(Items listed in a dataset)
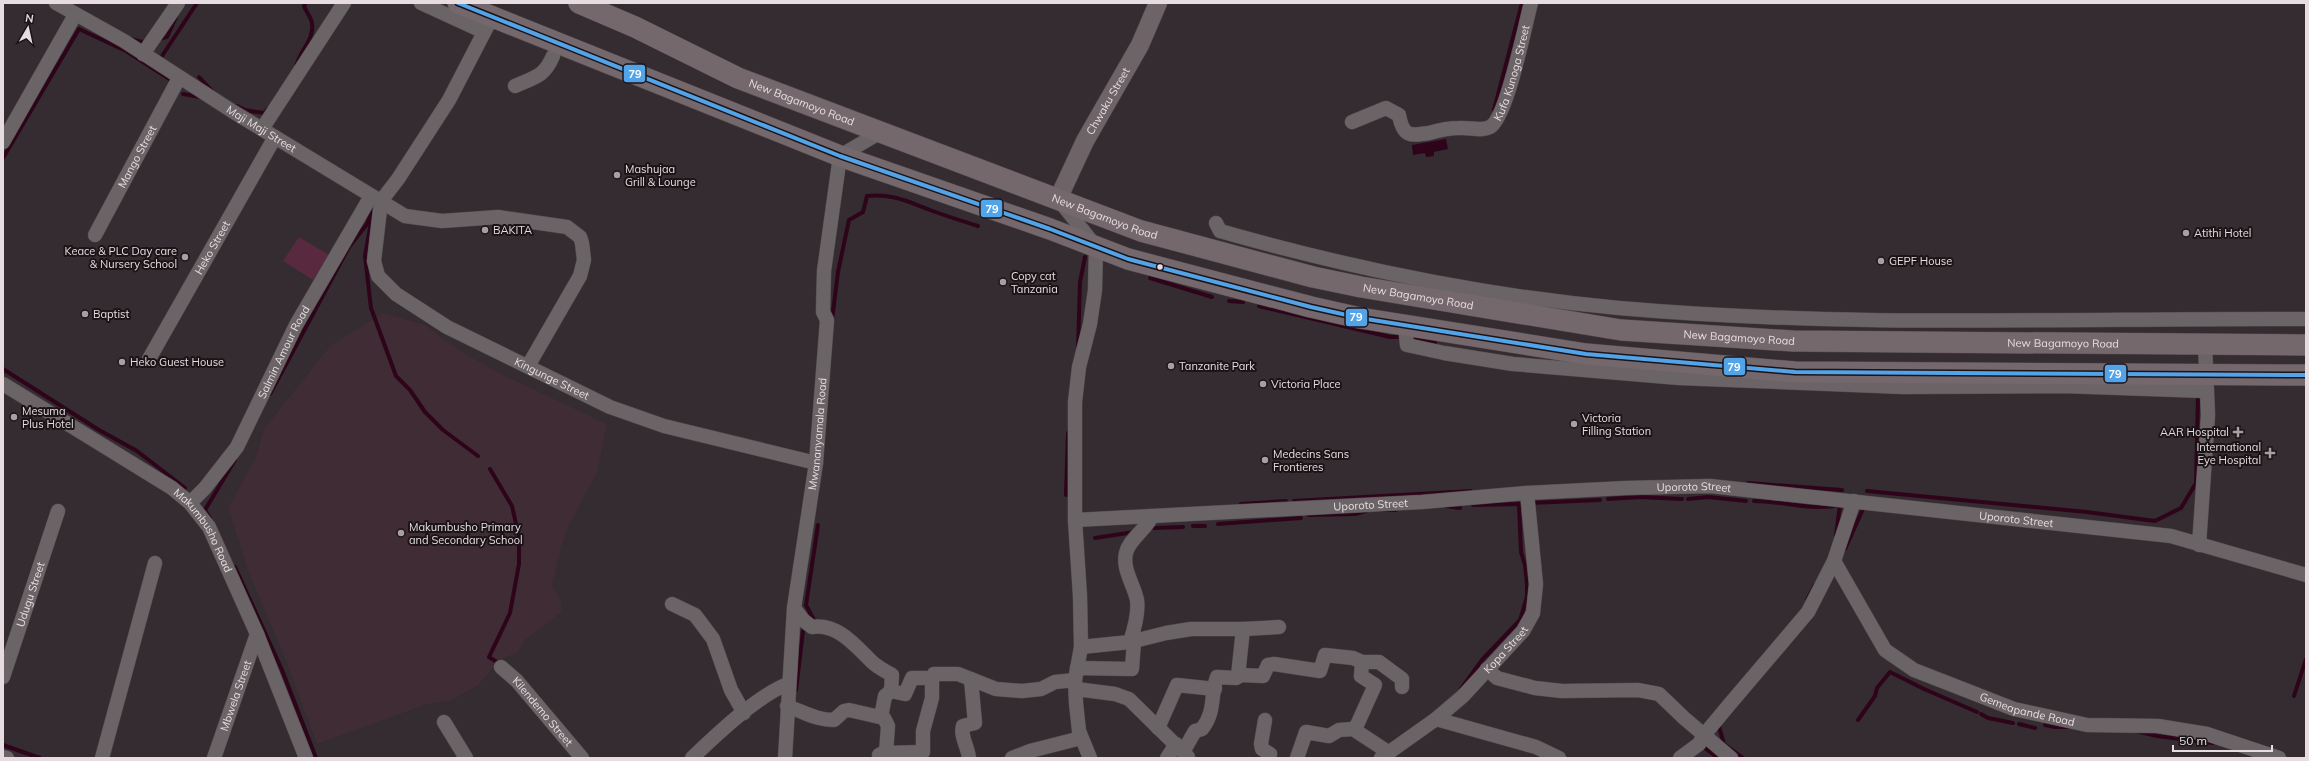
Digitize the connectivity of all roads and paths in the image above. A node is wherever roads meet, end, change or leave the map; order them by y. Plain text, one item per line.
1 (56, 3) edge
2 (178, 3) edge
3 (344, 3) edge
4 (421, 3) edge
5 (458, 3) edge
6 (579, 3) edge
7 (1158, 3) edge
8 (1531, 3) edge
9 (75, 15) junction
10 (488, 24) junction
11 (143, 54) junction
12 (553, 56) dead end
13 (179, 78) junction
14 (515, 86) dead end
15 (1352, 122) dead end
16 (262, 129) junction
17 (879, 133) junction
18 (275, 138) junction
19 (3, 142) edge
20 (840, 156) junction
21 (376, 198) junction
22 (1058, 199) junction
23 (1216, 223) dead end
24 (95, 235) dead end
25 (1096, 247) junction
26 (2306, 319) edge
27 (2205, 344) junction
28 (2306, 345) edge
29 (149, 359) dead end
30 (528, 366) junction
31 (2306, 376) edge
32 (2205, 383) junction
33 (3, 384) edge
34 (816, 463) junction
35 (1527, 493) junction
36 (1854, 500) junction
37 (190, 503) junction
38 (58, 511) dead end
39 (1152, 516) junction
40 (1075, 520) junction
41 (2199, 545) junction
42 (1834, 561) junction
43 (155, 563) dead end
44 (2306, 575) edge
45 (672, 604) dead end
46 (794, 608) junction
47 (1279, 627) dead end
48 (1243, 630) junction
49 (257, 634) junction
50 (1132, 642) junction
51 (1081, 647) junction
52 (1362, 662) junction
53 (501, 667) dead end
54 (1487, 669) junction
55 (1238, 676) junction
56 (3, 677) edge
57 (932, 678) junction
58 (971, 679) junction
59 (1076, 679) junction
60 (788, 684) junction
61 (1402, 687) dead end
62 (1215, 689) junction
63 (891, 691) junction
64 (787, 706) junction
65 (744, 713) junction
66 (881, 717) junction
67 (1436, 719) junction
68 (1265, 720) dead end
69 (444, 722) dead end
70 (1158, 728) junction
71 (1353, 729) junction
72 (1704, 735) junction
73 (1081, 738) junction
74 (1183, 751) edge
75 (1384, 755) edge
76 (576, 756) edge
77 (882, 756) edge
78 (3, 757) edge
79 (1274, 757) edge
80 (6, 758) edge
81 (102, 758) edge
82 (214, 758) edge
83 (306, 758) edge
84 (466, 758) edge
85 (692, 758) edge
86 (785, 758) edge
87 (969, 758) edge
88 (1012, 758) edge
89 (1090, 758) edge
90 (1167, 758) edge
91 (1297, 758) edge
92 (1559, 758) edge
93 (1680, 758) edge
94 (1731, 758) edge
95 (2279, 758) edge

1 - 9 street, Maji Maji Street
2 - 11 street
3 - 16 street
4 - 10 street
5 - 10 highway
6 - 17 highway, New Bagamoyo Road
7 - 22 main road, Chwaku Street
8 - 15 street, Kufa Kunoga Street
9 - 11 street, Maji Maji Street
9 - 19 street
10 - 20 highway
10 - 21 street, Salmin Amour Road
11 - 13 street, Maji Maji Street
12 - 14 street
13 - 16 street, Maji Maji Street
13 - 24 street, Mango Street
16 - 18 street, Maji Maji Street
17 - 20 street
17 - 22 highway, New Bagamoyo Road
18 - 21 street, Maji Maji Street
18 - 29 street, Heko Street
20 - 25 highway
20 - 34 street, Mwananyamala Road
21 - 30 street, Kingunge Street
21 - 30 street, Maji Maji Street
21 - 37 street, Salmin Amour Road
22 - 25 street
22 - 27 highway, New Bagamoyo Road
23 - 26 street
25 - 32 highway
25 - 40 street
27 - 28 highway, New Bagamoyo Road
27 - 32 street
30 - 34 street, Kingunge Street
31 - 32 highway
32 - 41 street
33 - 37 street, Makumbusho Road
34 - 46 street, Mwananyamala Road
35 - 36 street, Uporoto Street
35 - 39 street, Uporoto Street
35 - 54 street, Kopa Street
36 - 41 street, Uporoto Street
36 - 42 street
37 - 49 street, Makumbusho Road
38 - 56 street, Udugu Street
39 - 40 street, Uporoto Street
39 - 50 street
40 - 51 street
41 - 44 street, Uporoto Street
42 - 72 street
42 - 95 street, Gemeapande Road
43 - 81 street
45 - 65 street
46 - 60 street, Mwananyamala Road
46 - 63 street
47 - 48 street
48 - 50 street
48 - 55 street
49 - 82 street, Mbwela Street
49 - 83 street, Makumbusho Road
50 - 51 street
50 - 59 street
51 - 59 street
52 - 55 street
52 - 61 street
52 - 71 street
53 - 76 street, Kilendemo Street
54 - 67 street, Kopa Street
54 - 72 street
55 - 62 street
57 - 58 street
57 - 63 street
57 - 77 street
58 - 59 street
58 - 87 street
59 - 70 street
59 - 73 street
60 - 64 street, Mwananyamala Road
60 - 65 street
62 - 70 street
62 - 74 street
63 - 66 street
64 - 66 street
64 - 86 street, Mwananyamala Road
65 - 85 street
66 - 77 street
67 - 75 street, Kopa Street
67 - 92 street
68 - 79 street
69 - 84 street
70 - 74 street
71 - 75 street
71 - 91 street
72 - 93 street
72 - 94 street
73 - 88 street
73 - 89 street
74 - 90 street
78 - 80 street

**Exercise**
All records above should be duplicated exactly, with the pictures omitted.

**Output for this exercise**
Digitize the connectivity of all roads and paths in the image above. A node is wherever roads meet, end, change or leave the map; order them by y. Plain text, one item per line.
1 (56, 3) edge
2 (178, 3) edge
3 (344, 3) edge
4 (421, 3) edge
5 (458, 3) edge
6 (579, 3) edge
7 (1158, 3) edge
8 (1531, 3) edge
9 (75, 15) junction
10 (488, 24) junction
11 (143, 54) junction
12 (553, 56) dead end
13 (179, 78) junction
14 (515, 86) dead end
15 (1352, 122) dead end
16 (262, 129) junction
17 (879, 133) junction
18 (275, 138) junction
19 (3, 142) edge
20 (840, 156) junction
21 (376, 198) junction
22 (1058, 199) junction
23 (1216, 223) dead end
24 (95, 235) dead end
25 (1096, 247) junction
26 (2306, 319) edge
27 (2205, 344) junction
28 (2306, 345) edge
29 (149, 359) dead end
30 (528, 366) junction
31 (2306, 376) edge
32 (2205, 383) junction
33 (3, 384) edge
34 (816, 463) junction
35 (1527, 493) junction
36 (1854, 500) junction
37 (190, 503) junction
38 (58, 511) dead end
39 (1152, 516) junction
40 (1075, 520) junction
41 (2199, 545) junction
42 (1834, 561) junction
43 (155, 563) dead end
44 (2306, 575) edge
45 (672, 604) dead end
46 (794, 608) junction
47 (1279, 627) dead end
48 (1243, 630) junction
49 (257, 634) junction
50 (1132, 642) junction
51 (1081, 647) junction
52 (1362, 662) junction
53 (501, 667) dead end
54 (1487, 669) junction
55 (1238, 676) junction
56 (3, 677) edge
57 (932, 678) junction
58 (971, 679) junction
59 (1076, 679) junction
60 (788, 684) junction
61 (1402, 687) dead end
62 (1215, 689) junction
63 (891, 691) junction
64 (787, 706) junction
65 (744, 713) junction
66 (881, 717) junction
67 (1436, 719) junction
68 (1265, 720) dead end
69 (444, 722) dead end
70 (1158, 728) junction
71 (1353, 729) junction
72 (1704, 735) junction
73 (1081, 738) junction
74 (1183, 751) edge
75 (1384, 755) edge
76 (576, 756) edge
77 (882, 756) edge
78 (3, 757) edge
79 (1274, 757) edge
80 (6, 758) edge
81 (102, 758) edge
82 (214, 758) edge
83 (306, 758) edge
84 (466, 758) edge
85 (692, 758) edge
86 (785, 758) edge
87 (969, 758) edge
88 (1012, 758) edge
89 (1090, 758) edge
90 (1167, 758) edge
91 (1297, 758) edge
92 (1559, 758) edge
93 (1680, 758) edge
94 (1731, 758) edge
95 (2279, 758) edge

1 - 9 street, Maji Maji Street
2 - 11 street
3 - 16 street
4 - 10 street
5 - 10 highway
6 - 17 highway, New Bagamoyo Road
7 - 22 main road, Chwaku Street
8 - 15 street, Kufa Kunoga Street
9 - 11 street, Maji Maji Street
9 - 19 street
10 - 20 highway
10 - 21 street, Salmin Amour Road
11 - 13 street, Maji Maji Street
12 - 14 street
13 - 16 street, Maji Maji Street
13 - 24 street, Mango Street
16 - 18 street, Maji Maji Street
17 - 20 street
17 - 22 highway, New Bagamoyo Road
18 - 21 street, Maji Maji Street
18 - 29 street, Heko Street
20 - 25 highway
20 - 34 street, Mwananyamala Road
21 - 30 street, Kingunge Street
21 - 30 street, Maji Maji Street
21 - 37 street, Salmin Amour Road
22 - 25 street
22 - 27 highway, New Bagamoyo Road
23 - 26 street
25 - 32 highway
25 - 40 street
27 - 28 highway, New Bagamoyo Road
27 - 32 street
30 - 34 street, Kingunge Street
31 - 32 highway
32 - 41 street
33 - 37 street, Makumbusho Road
34 - 46 street, Mwananyamala Road
35 - 36 street, Uporoto Street
35 - 39 street, Uporoto Street
35 - 54 street, Kopa Street
36 - 41 street, Uporoto Street
36 - 42 street
37 - 49 street, Makumbusho Road
38 - 56 street, Udugu Street
39 - 40 street, Uporoto Street
39 - 50 street
40 - 51 street
41 - 44 street, Uporoto Street
42 - 72 street
42 - 95 street, Gemeapande Road
43 - 81 street
45 - 65 street
46 - 60 street, Mwananyamala Road
46 - 63 street
47 - 48 street
48 - 50 street
48 - 55 street
49 - 82 street, Mbwela Street
49 - 83 street, Makumbusho Road
50 - 51 street
50 - 59 street
51 - 59 street
52 - 55 street
52 - 61 street
52 - 71 street
53 - 76 street, Kilendemo Street
54 - 67 street, Kopa Street
54 - 72 street
55 - 62 street
57 - 58 street
57 - 63 street
57 - 77 street
58 - 59 street
58 - 87 street
59 - 70 street
59 - 73 street
60 - 64 street, Mwananyamala Road
60 - 65 street
62 - 70 street
62 - 74 street
63 - 66 street
64 - 66 street
64 - 86 street, Mwananyamala Road
65 - 85 street
66 - 77 street
67 - 75 street, Kopa Street
67 - 92 street
68 - 79 street
69 - 84 street
70 - 74 street
71 - 75 street
71 - 91 street
72 - 93 street
72 - 94 street
73 - 88 street
73 - 89 street
74 - 90 street
78 - 80 street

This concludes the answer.